Market risk is primarily caused by movements in market prices of the Company’s trading and investment securities and changes in value of the underlying securities of the investment funds in which the Company invests. The Company’s trading securities and investments are also subject to interest rate volatility and possible illiquidity in markets in which the Company trades or invests. The Company seeks to manage market risk through monitoring procedures. The Company’s principal transactions are primarily long and short equity and convertible debt transactions.
Positions taken and commitments made by the Company, including those made in connection with investment banking activities, may result in substantial amounts of exposure to individual issuers and businesses, including non-investment grade issuers, securities with low trading volumes and those not readily marketable. These issuers and securities may expose the Company to a higher degree of risk than associated with investment grade instruments.
Credit Risk
The Company’s broker-dealer subsidiaries clear all of their securities transactions through clearing brokers on a fully disclosed basis. Pursuant to the terms of the agreements between the Company’s broker-dealer subsidiaries and their clearing brokers, the clearing brokers have the right to charge the Company for losses that result from a counterparty’s failure to fulfill its contractual obligations. As the right to charge the Company’s broker-dealer subsidiaries has no maximum amount and applies to all trades executed through the clearing brokers, the Company believes there is no maximum amount assignable to this right. At December 31, 2016 and 2015, the Company has recorded no liabilities, and during the years ended December 31, 2016, 2015 and 2014, the Company did not incur any significant costs, with regard to this right. In addition, the Company has the right to pursue collection from the counterparties who do not perform under their contractual obligations. The Company monitors the credit standing of the clearing brokers and all counterparties with which it conducts business.

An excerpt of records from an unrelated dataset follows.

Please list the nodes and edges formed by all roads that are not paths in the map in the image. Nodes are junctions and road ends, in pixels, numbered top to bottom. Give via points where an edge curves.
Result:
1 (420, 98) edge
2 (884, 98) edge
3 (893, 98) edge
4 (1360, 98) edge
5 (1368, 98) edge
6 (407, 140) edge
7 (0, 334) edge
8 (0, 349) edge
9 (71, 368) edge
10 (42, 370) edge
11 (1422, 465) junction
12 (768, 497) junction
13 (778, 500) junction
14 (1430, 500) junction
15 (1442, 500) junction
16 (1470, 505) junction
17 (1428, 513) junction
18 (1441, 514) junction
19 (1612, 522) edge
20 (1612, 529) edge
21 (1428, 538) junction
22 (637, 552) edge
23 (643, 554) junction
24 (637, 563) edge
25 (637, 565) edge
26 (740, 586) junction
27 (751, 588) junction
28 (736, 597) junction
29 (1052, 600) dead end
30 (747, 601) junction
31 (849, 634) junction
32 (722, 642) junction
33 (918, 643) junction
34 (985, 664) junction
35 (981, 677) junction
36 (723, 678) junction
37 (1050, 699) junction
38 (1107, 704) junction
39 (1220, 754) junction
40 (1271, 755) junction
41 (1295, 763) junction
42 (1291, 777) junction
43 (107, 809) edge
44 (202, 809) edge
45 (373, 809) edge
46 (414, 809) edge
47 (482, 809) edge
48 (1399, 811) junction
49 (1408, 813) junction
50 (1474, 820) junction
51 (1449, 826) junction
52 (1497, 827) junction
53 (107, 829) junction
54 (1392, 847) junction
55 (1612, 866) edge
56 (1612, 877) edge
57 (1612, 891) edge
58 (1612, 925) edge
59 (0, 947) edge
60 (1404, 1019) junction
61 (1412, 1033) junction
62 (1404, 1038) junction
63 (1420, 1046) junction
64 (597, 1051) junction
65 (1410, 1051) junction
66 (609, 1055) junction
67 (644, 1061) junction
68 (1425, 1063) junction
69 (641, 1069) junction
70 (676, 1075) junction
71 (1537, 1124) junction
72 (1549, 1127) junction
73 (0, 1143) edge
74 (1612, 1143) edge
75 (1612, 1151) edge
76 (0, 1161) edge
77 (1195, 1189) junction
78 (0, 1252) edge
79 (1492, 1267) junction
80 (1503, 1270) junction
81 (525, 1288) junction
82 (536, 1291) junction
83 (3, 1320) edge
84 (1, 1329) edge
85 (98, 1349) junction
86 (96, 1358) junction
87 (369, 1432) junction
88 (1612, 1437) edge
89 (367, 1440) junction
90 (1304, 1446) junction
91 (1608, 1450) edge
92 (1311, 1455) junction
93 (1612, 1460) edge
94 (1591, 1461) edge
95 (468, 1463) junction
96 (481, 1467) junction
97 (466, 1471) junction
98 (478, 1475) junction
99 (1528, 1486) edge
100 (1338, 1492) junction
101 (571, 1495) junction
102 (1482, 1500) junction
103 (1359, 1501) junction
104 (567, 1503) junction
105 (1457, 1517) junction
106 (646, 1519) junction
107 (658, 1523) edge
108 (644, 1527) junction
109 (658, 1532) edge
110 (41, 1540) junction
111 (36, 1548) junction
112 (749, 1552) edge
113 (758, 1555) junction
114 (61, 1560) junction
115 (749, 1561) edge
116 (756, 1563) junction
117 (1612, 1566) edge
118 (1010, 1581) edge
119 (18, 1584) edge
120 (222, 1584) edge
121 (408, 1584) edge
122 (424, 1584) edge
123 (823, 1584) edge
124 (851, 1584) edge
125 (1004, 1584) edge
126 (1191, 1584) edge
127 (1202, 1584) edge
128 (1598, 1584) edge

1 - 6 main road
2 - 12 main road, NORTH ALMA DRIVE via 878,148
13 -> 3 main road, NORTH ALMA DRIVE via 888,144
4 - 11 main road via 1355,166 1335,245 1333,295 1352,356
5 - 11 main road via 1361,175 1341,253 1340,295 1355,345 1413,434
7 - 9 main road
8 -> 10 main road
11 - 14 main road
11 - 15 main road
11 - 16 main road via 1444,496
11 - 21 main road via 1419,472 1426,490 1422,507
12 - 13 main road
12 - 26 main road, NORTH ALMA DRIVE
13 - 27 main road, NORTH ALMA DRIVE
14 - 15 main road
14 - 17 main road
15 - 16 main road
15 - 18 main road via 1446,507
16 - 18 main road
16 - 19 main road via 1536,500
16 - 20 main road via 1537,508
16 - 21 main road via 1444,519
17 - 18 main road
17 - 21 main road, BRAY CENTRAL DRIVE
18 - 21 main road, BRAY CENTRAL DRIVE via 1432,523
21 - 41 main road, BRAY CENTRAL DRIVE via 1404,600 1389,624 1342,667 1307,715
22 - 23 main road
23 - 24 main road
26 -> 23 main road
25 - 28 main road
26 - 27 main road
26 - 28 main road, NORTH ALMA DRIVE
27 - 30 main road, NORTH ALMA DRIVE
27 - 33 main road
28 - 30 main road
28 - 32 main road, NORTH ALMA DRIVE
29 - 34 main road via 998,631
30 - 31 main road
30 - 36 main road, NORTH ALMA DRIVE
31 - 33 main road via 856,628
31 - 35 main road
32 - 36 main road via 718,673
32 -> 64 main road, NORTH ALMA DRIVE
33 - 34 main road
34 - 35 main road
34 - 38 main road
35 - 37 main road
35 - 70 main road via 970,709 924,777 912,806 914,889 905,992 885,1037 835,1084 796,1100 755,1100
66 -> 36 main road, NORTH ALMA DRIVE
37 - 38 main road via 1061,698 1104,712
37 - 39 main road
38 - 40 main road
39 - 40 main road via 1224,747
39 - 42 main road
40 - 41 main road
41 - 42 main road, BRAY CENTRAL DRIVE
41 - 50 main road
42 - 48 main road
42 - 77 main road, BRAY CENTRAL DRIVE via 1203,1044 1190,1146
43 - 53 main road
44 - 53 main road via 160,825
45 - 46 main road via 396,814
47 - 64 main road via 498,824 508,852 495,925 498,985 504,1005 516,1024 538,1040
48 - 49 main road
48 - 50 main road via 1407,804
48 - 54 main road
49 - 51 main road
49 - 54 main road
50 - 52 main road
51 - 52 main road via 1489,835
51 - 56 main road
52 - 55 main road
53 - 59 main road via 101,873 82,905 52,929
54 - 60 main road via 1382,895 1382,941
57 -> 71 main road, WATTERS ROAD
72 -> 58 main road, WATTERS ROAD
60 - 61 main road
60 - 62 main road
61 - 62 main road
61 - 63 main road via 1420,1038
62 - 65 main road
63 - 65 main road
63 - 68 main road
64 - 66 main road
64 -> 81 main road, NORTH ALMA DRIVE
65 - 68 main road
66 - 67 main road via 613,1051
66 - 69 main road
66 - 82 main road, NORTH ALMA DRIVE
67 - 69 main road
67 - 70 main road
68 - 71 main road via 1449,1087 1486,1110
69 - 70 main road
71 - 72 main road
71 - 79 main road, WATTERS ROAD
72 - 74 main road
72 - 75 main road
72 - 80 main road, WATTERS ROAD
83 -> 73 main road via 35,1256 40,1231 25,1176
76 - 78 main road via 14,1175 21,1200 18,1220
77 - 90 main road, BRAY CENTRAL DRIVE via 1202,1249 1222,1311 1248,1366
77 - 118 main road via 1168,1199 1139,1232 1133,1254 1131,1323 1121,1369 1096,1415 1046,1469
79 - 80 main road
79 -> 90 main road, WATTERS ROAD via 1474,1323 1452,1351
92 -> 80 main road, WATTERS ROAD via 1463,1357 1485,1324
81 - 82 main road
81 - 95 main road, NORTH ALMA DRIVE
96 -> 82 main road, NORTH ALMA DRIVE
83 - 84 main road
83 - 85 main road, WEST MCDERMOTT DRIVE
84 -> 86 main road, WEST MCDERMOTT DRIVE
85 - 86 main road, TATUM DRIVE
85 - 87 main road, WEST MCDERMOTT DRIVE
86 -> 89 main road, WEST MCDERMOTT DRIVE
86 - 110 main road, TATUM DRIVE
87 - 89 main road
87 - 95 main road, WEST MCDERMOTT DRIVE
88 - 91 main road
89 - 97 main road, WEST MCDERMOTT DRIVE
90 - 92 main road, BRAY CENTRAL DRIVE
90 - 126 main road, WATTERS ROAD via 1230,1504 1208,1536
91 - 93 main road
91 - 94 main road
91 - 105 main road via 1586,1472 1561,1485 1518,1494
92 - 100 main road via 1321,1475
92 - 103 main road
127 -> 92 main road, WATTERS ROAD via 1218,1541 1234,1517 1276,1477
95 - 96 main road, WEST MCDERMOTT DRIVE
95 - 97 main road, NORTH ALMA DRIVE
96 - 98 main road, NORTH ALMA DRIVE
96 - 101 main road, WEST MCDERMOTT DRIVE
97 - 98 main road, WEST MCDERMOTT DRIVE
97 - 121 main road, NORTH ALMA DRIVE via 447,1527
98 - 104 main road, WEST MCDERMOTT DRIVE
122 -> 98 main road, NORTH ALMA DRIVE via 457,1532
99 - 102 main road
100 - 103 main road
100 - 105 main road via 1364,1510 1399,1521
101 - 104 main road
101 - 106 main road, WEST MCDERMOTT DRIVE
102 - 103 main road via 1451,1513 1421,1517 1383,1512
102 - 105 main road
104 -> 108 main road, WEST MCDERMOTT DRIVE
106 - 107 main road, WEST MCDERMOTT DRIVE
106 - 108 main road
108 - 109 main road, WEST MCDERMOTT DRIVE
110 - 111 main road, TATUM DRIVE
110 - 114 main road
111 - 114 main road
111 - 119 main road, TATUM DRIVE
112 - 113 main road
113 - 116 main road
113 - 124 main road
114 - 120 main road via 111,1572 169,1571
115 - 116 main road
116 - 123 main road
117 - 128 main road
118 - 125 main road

The Company attempts to limit its credit spread risk by offsetting long or short positions in various related securities.

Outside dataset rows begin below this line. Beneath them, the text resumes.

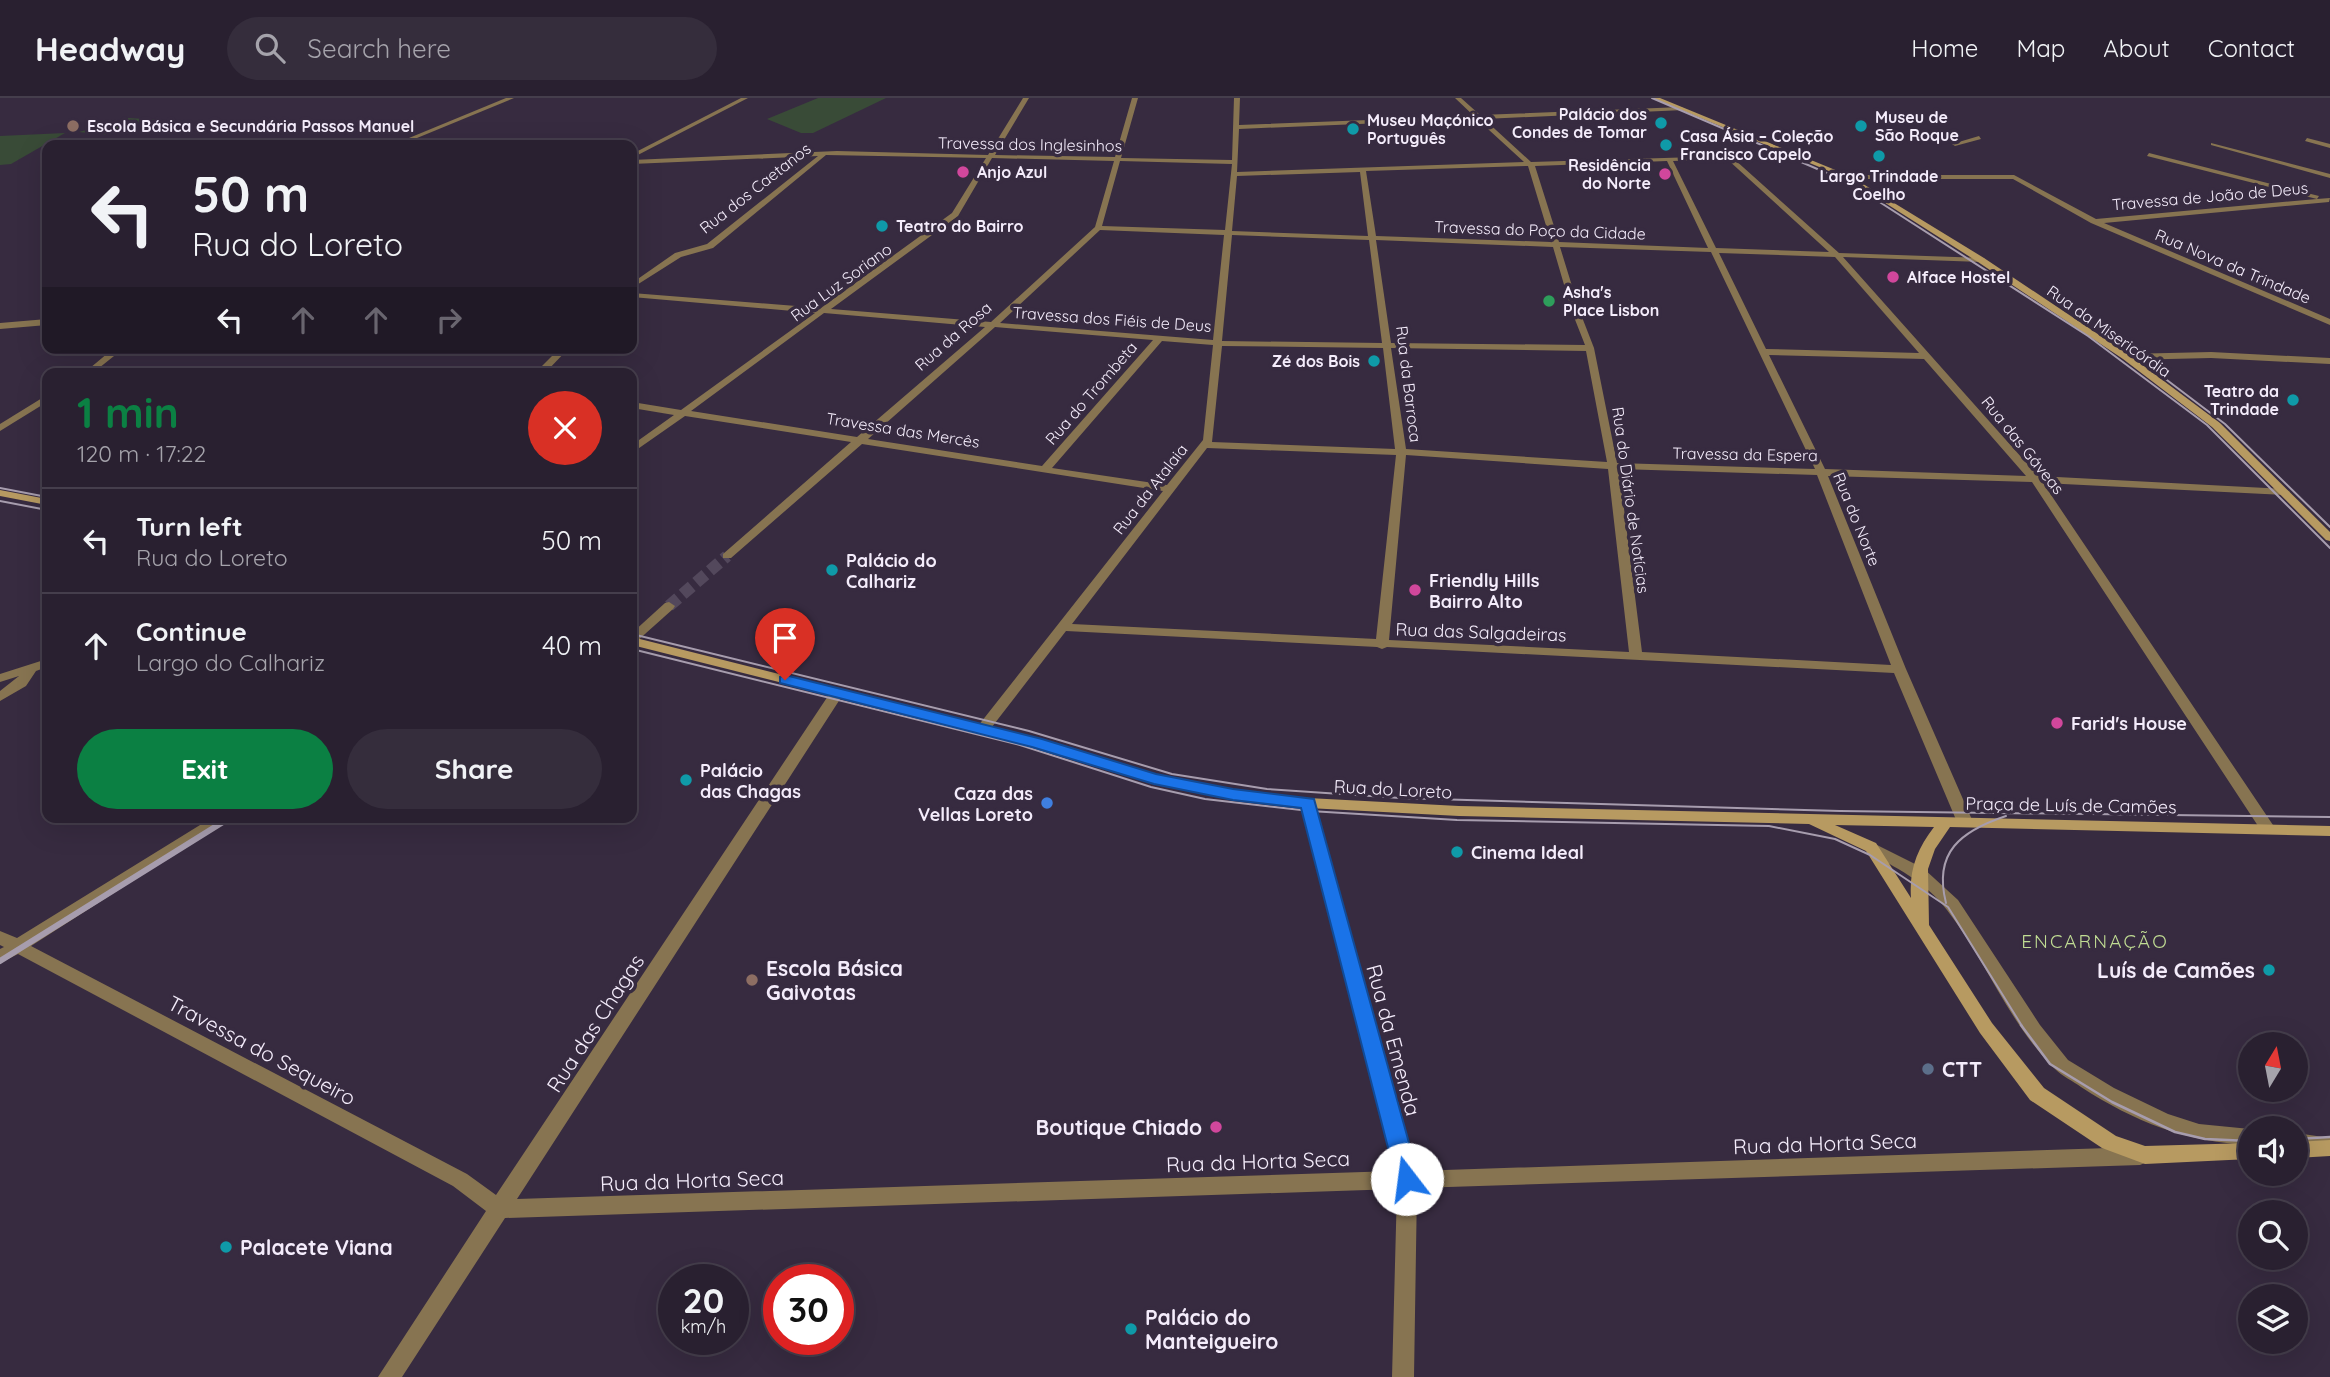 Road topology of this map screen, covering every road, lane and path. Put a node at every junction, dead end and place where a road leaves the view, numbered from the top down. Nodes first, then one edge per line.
1 (511, 98) edge
2 (744, 98) edge
3 (1026, 98) edge
4 (1135, 98) edge
5 (1237, 98) edge
6 (1458, 98) edge
7 (1655, 98) edge
8 (1682, 109) junction
9 (1477, 117) junction
10 (1237, 127) junction
11 (1979, 138) dead end
12 (406, 140) edge
13 (2307, 140) dead end
14 (1955, 144) dead end
15 (2213, 144) dead end
16 (2330, 146) edge
17 (637, 153) edge
18 (824, 154) junction
19 (1795, 155) junction
20 (2149, 156) dead end
21 (1728, 157) junction
22 (992, 158) junction
23 (1669, 159) junction
24 (1119, 160) junction
25 (637, 162) edge
26 (1235, 162) junction
27 (1530, 164) junction
28 (1363, 170) junction
29 (1234, 174) junction
30 (2330, 176) edge
31 (1848, 177) junction
32 (2330, 200) edge
33 (2094, 221) junction
34 (1098, 228) junction
35 (1227, 233) junction
36 (1375, 239) junction
37 (1555, 244) junction
38 (1714, 250) junction
39 (1837, 255) junction
40 (1981, 260) junction
41 (637, 283) edge
42 (637, 295) edge
43 (823, 312) junction
44 (42, 322) edge
45 (2330, 323) edge
46 (993, 325) junction
47 (0, 326) edge
48 (1160, 338) junction
49 (1216, 343) junction
50 (1388, 346) junction
51 (1590, 348) junction
52 (1763, 352) junction
53 (112, 354) edge
54 (559, 354) edge
55 (1927, 356) junction
56 (2126, 357) junction
57 (2330, 361) edge
58 (94, 368) edge
59 (544, 368) edge
60 (42, 401) edge
61 (637, 406) edge
62 (684, 412) junction
63 (0, 428) edge
64 (862, 439) junction
65 (1204, 445) junction
66 (637, 446) edge
67 (1401, 452) junction
68 (1613, 466) junction
69 (1045, 469) junction
70 (1821, 471) junction
71 (2035, 479) junction
72 (1170, 489) junction
73 (2286, 492) junction
74 (0, 493) edge
75 (42, 501) edge
76 (2330, 538) edge
77 (727, 556) tunnel mouth
78 (669, 606) tunnel mouth
79 (1062, 627) junction
80 (637, 635) edge
81 (637, 641) edge
82 (1382, 645) junction
83 (1636, 655) junction
84 (42, 665) edge
85 (31, 668) junction
86 (1899, 669) junction
87 (0, 678) edge
88 (837, 693) junction
89 (0, 697) edge
90 (983, 729) junction
91 (1308, 803) junction
92 (1811, 820) junction
93 (1947, 821) junction
94 (1965, 822) junction
95 (215, 823) edge
96 (2267, 828) junction
97 (2330, 831) edge
98 (1871, 847) junction
99 (1917, 872) junction
100 (1922, 924) junction
101 (0, 937) edge
102 (19, 945) junction
103 (0, 957) edge
104 (2238, 1137) edge
105 (2308, 1143) edge
106 (2330, 1147) edge
107 (2308, 1149) edge
108 (2238, 1152) edge
109 (2145, 1156) junction
110 (1407, 1179) junction
111 (499, 1209) junction
112 (389, 1377) edge
113 (1403, 1377) edge

1 - 12 street
2 - 17 street
3 - 22 street, Rua Luz Soriano
4 - 24 street
5 - 10 street, Rua da Atalaia
6 - 9 street
7 - 8 street
8 - 9 street
8 - 19 street
9 - 10 street
9 - 27 street
10 - 26 street, Rua da Atalaia
11 - 14 street
13 - 16 street
15 - 30 street
18 - 22 street, Travessa dos Inglesinhos
18 - 25 street, Travessa dos Inglesinhos
18 - 41 street, Rua dos Caetanos
19 - 21 street
19 - 31 street
20 - 32 street
21 - 23 street
21 - 39 street, Rua das Gáveas
22 - 24 street, Travessa dos Inglesinhos
22 - 43 street, Rua Luz Soriano
23 - 27 street
23 - 38 street, Rua do Norte
24 - 26 street, Travessa dos Inglesinhos
24 - 34 street
26 - 29 street, Rua da Atalaia
27 - 28 street
27 - 37 street, Rua do Diário de Notícias
28 - 29 street
28 - 36 street, Rua da Barroca
29 - 35 street, Rua da Atalaia
31 - 33 street, Rua Nova da Trindade
31 - 40 street, Rua da Misericórdia
32 - 33 street, Travessa de João de Deus
33 - 45 street, Rua Nova da Trindade
34 - 35 street, Travessa do Poço da Cidade
34 - 46 street, Rua da Rosa
35 - 36 street, Travessa do Poço da Cidade
35 - 49 street, Rua da Atalaia
36 - 37 street, Travessa do Poço da Cidade
36 - 50 street, Rua da Barroca
37 - 38 street, Travessa do Poço da Cidade
37 - 51 street, Rua do Diário de Notícias
38 - 39 street, Travessa do Poço da Cidade
38 - 52 street, Rua do Norte
39 - 40 street, Travessa do Poço da Cidade
39 - 55 street, Rua das Gáveas
40 - 56 street, Rua da Misericórdia
42 - 43 street, Travessa dos Fiéis de Deus
43 - 46 street, Travessa dos Fiéis de Deus
43 - 62 street, Rua Luz Soriano
44 - 47 street
46 - 48 street, Travessa dos Fiéis de Deus
46 - 64 street, Rua da Rosa
48 - 49 street, Travessa dos Fiéis de Deus
48 - 69 street, Rua do Trombeta
49 - 50 street, Travessa dos Fiéis de Deus
49 - 65 street, Rua da Atalaia
50 - 51 street, Travessa dos Fiéis de Deus
50 - 67 street, Rua da Barroca
51 - 68 street, Rua do Diário de Notícias
52 - 55 street
52 - 70 street, Rua do Norte
53 - 58 street
54 - 59 street
55 - 71 street, Rua das Gáveas
56 - 57 street
56 - 73 street, Rua da Misericórdia
60 - 63 street
61 - 62 street, Travessa das Mercês
62 - 64 street, Travessa das Mercês
62 - 66 street, Rua Luz Soriano
64 - 69 street, Travessa das Mercês
64 - 77 street, Rua da Rosa
65 - 67 street, Travessa da Espera
65 - 72 street, Rua da Atalaia
67 - 68 street, Travessa da Espera
67 - 82 street, Rua da Barroca
68 - 70 street, Travessa da Espera
68 - 83 street, Rua do Diário de Notícias
69 - 72 street, Travessa das Mercês
70 - 71 street, Travessa da Espera
70 - 86 street, Rua do Norte
71 - 73 street, Travessa da Espera
71 - 96 street, Rua das Gáveas
72 - 79 street, Rua da Atalaia
73 - 76 street, Rua da Misericórdia
74 - 75 street
78 - 80 street
79 - 82 street, Rua das Salgadeiras
79 - 90 street, Rua da Atalaia
81 - 88 street, Rua do Loreto
82 - 83 street, Rua das Salgadeiras
83 - 86 street, Rua das Salgadeiras
84 - 85 street
85 - 87 street
85 - 89 street
86 - 94 street, Rua do Norte
88 - 90 street, Rua do Loreto
88 - 111 street, Rua das Chagas
90 - 91 street, Rua do Loreto
91 - 92 street, Rua do Loreto
91 - 110 street, Rua da Emenda
92 - 93 street, Praça de Luís de Camões
92 - 98 street
93 - 94 street, Praça de Luís de Camões
93 - 99 street
94 - 96 street, Praça de Luís de Camões
95 - 102 street
96 - 97 street, Praça de Luís de Camões
98 - 99 street
98 - 100 street
99 - 100 street
99 - 104 street
100 - 109 street
101 - 102 street, Travessa do Sequeiro
102 - 103 street
102 - 111 street, Travessa do Sequeiro
105 - 106 street
106 - 107 street
108 - 109 street
109 - 110 street, Rua da Horta Seca
110 - 111 street, Rua da Horta Seca
110 - 113 street, Rua da Emenda
111 - 112 street, Rua das Chagas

Through indemnification provisions in agreements with clearing organizations, customer activities may expose the Company to off-balance-sheet credit risk. Financial instruments may have to be purchased or sold at prevailing market prices in the event a customer fails to settle a trade on its original terms or in the event cash and securities in customer margin accounts are not sufficient to fully cover customer obligations. The Company seeks to manage the risks associated with customer activities through customer screening and selection procedures as well as through requirements on customers to maintain margin collateral in compliance with various regulations and clearing organization policies.
Credit risk from the Company’s securities lending operations arises if a lender or borrower defaults on an outstanding securities loan or borrow transaction and the cash or securities the Company is holding is insufficient to cover the amount they owe the Company for that receivable. The Company assigns credit limits and collateral posting thresholds for each counterparty and these limits and thresholds are reviewed periodically.
The Company’s equity and debt securities held for trading and investment purposes include non-investment grade securities of privately held issuers with no ready markets. The concentration and illiquidity of these investments expose the Company to a higher degree of risk than associated with readily marketable securities.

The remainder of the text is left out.